I didn’t say anything. Neither did Quentin. We just waited.

The Luidaeg shook her head. “We remember because when it does happen, when this sort of thing does go wrong, it’s so fucking bad that no one can pretend it didn’t happen. The last time there was a Tuatha de Dannan changeling with the strength to smash his way through the walls Oberon erected between us and everywhere else, it was…bad.”

“Bad ‘well, that sucks’ or bad ‘end of the world’?” I asked, cautiously.

“Bad ‘he punched a hole all the way through to the central lands of Faerie, and some people were never heard from again,’” said the Luidaeg. “I’d tell you to go ask your mother, if I thought she’d be willing to talk to you about it. She was there. She was one of the people who had to seal the door he’d created before it could destroy all the worlds.”

Amandine had been rattling at doors no one could see since she went mad. Maybe she really could see something that the rest of us couldn’t. I frowned. “What happened to the changeling?”

“He died.” The Luidaeg’s tone made it clear that there would be no further discussion of the dead. Her kettle began to whistle. She took it off the stove and opened the nearest cabinet, taking down a mug. “If your Chelsea is that kind of changeling, you’ve got two choices.”

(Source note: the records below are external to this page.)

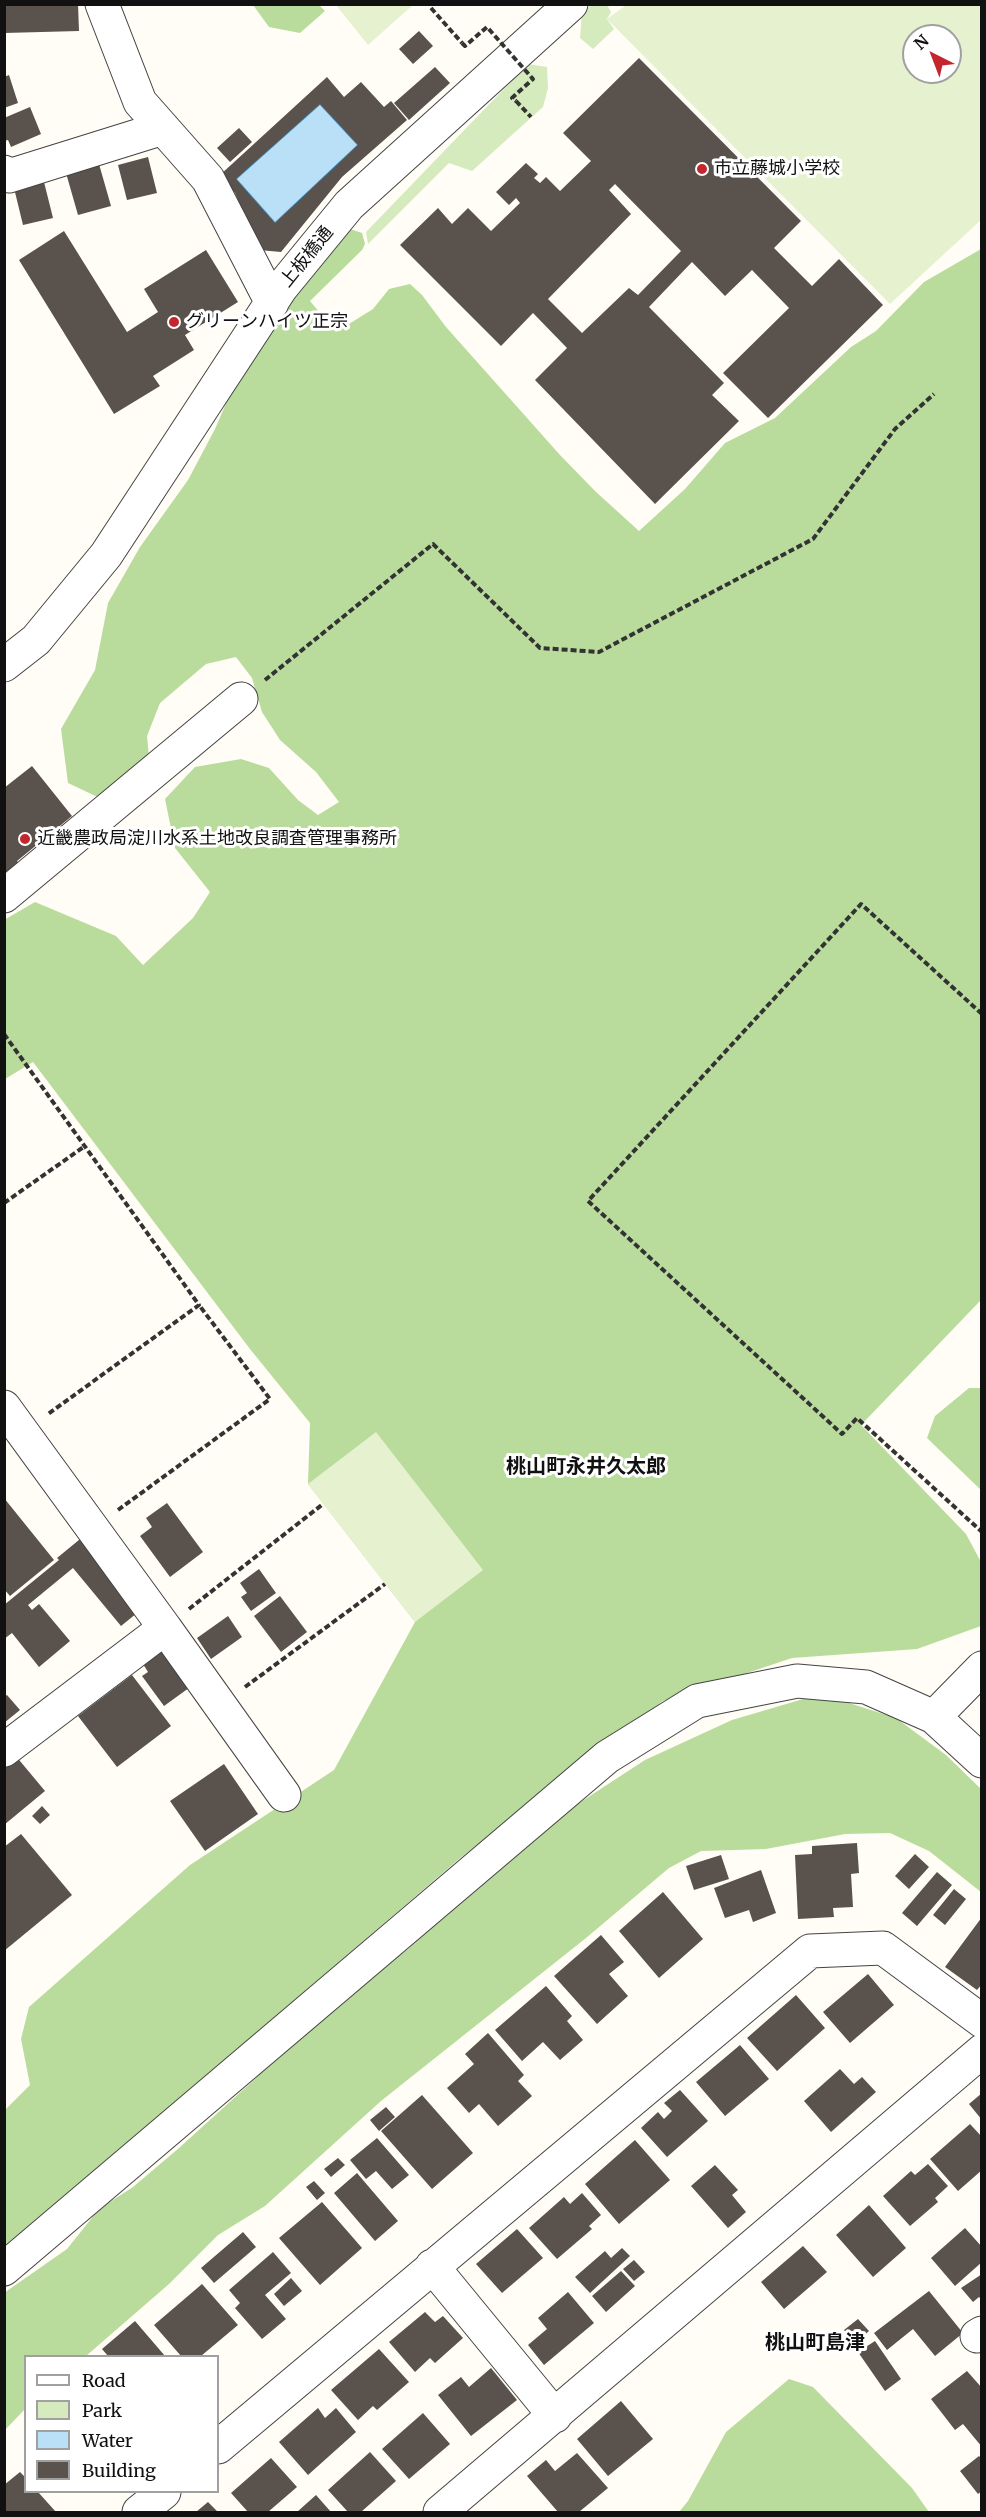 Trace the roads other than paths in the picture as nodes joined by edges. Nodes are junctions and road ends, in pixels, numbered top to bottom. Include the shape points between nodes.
1 (102, 4) edge
2 (571, 4) edge
3 (163, 128) junction
4 (4, 172) edge
5 (272, 303) junction
6 (4, 665) edge
7 (241, 699) road end
8 (4, 896) edge
9 (11, 1429) edge
10 (165, 1628) junction
11 (981, 1668) edge
12 (934, 1717) junction
13 (4, 1750) edge
14 (981, 1761) edge
15 (285, 1795) dead end
16 (981, 2021) edge
17 (981, 2051) edge
18 (432, 2266) junction
19 (4, 2269) edge
20 (555, 2416) junction
21 (219, 2446) edge
22 (163, 2493) edge
23 (139, 2512) edge
24 (440, 2512) edge

1 - 3 street via 140,102
2 - 5 street, 上板橋通 via 349,205
3 - 4 street via 9,176
3 - 5 street via 208,179
5 - 6 street, 上板橋通 via 106,555 36,640
7 - 8 street
9 - 10 street via 93,1528
10 - 13 street
10 - 15 street
11 - 12 street
12 - 14 street
12 - 19 street via 866,1687 797,1681 697,1701 607,1756
16 - 18 street via 883,1948 810,1950
17 - 20 street
18 - 20 street
18 - 21 street
20 - 24 street
22 - 23 street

“What are those?” I already half-knew what she was going to say. I was hoping she’d come up with another option.

“You shift her blood all the way in either direction—make her human, or make her fae so that her blood will give her the power blocks she’s missing—or you kill her. She doesn’t walk away from this the way that she is now. Do you understand me? No one who can open a door to Tirn Aill without my father’s permission can be allowed to go free.”

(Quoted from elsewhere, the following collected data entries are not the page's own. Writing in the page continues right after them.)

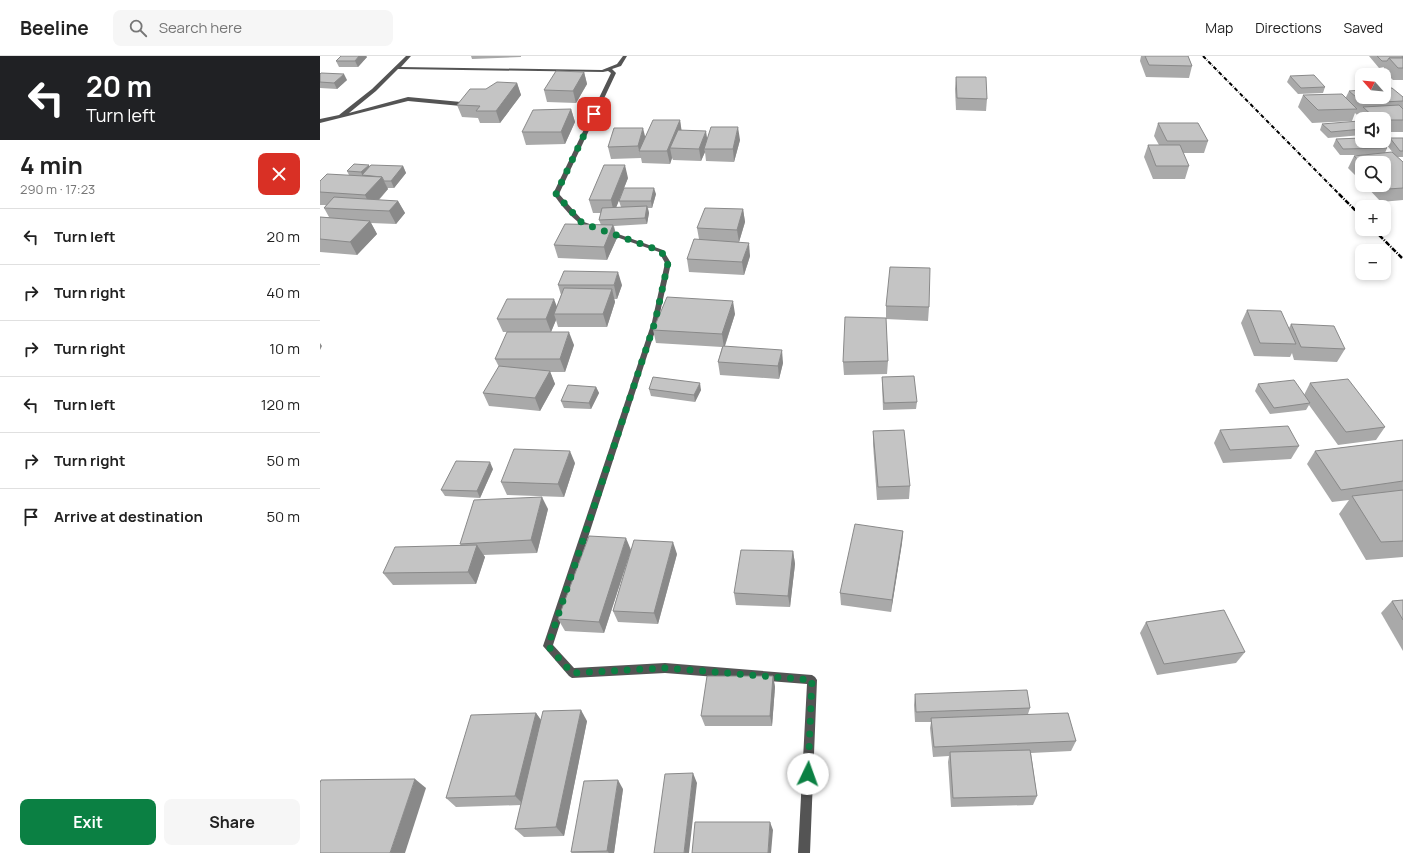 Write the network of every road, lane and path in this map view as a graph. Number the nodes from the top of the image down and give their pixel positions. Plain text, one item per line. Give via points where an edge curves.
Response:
1 (409, 56) edge
2 (625, 56) edge
3 (397, 68) junction
4 (609, 69) junction
5 (461, 104) edge
6 (341, 116) junction
7 (320, 121) edge
8 (804, 853) edge

1 - 3 street
2 - 4 street via 619,65
3 - 4 street via 603,71
3 - 6 street
4 - 8 street via 614,73 556,194 582,223 661,251 668,263 655,322 548,646 572,673 665,668 812,680
5 - 6 street via 408,99
6 - 7 street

“Why is that so bad?” asked Quentin. “I mean, when Oberon locked the doors, did he know he was going to be gone this long? Maybe people would fight less if they could go home.”

Faerie wars used to be bloody and unpleasant, but they always ended, because eventually the warring parties just went home. When your annoying neighbors live in a different pocket universe, it’s a lot easier to ignore the fact that they never mow the lawn. Locking all the inhabitants of Faerie in two worlds—Earth and the Summerlands—might have made out-and-out conflict rarer, but with nowhere else to go, the warring parties just kept at it until one side was all but annihilated. Just ask the Kingdom of Silences.

“It’s not my place to question my father’s decisions,” said the Luidaeg frostily. Then she sighed, thawing a little as she said, “Without him, Mom, and Aunt Titania to keep the Heart of Faerie under control, the deeper lands are unstable. They’re open to influence, and they’re going to be looking for it anywhere they can find it. If we went back to the deeper lands without them, we’d all wind up dead, trapped, or worse.”

I didn’t ask what “or worse” could be. Faerie is nothing if not creative when it comes to that sort of thing. Instead, I asked, “The Heart of Faerie?”